GIVEN DATA:

===============

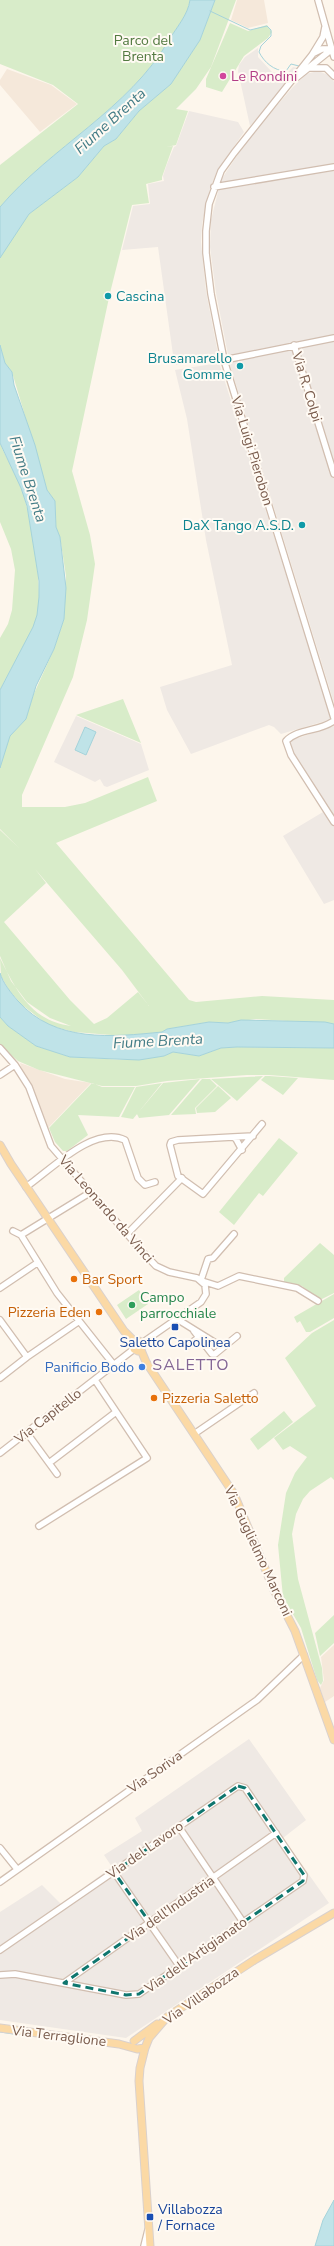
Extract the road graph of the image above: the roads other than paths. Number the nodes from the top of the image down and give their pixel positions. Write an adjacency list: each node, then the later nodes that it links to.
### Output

===============

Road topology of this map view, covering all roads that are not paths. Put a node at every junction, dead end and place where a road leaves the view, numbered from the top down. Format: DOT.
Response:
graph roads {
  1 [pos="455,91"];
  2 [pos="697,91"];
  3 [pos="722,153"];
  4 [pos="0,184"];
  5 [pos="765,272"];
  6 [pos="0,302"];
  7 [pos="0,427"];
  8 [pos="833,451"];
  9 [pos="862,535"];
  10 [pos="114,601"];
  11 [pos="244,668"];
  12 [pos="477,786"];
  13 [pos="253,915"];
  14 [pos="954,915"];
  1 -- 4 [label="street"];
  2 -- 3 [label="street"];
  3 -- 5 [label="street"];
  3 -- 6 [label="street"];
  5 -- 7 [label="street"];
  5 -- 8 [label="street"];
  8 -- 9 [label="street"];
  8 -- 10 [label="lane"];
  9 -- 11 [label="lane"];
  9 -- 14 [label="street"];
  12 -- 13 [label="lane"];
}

===============

PROBLEM TO SOLVE: Write only the number of lines in the records that include the word "paths".

COMPLETED TASK: 2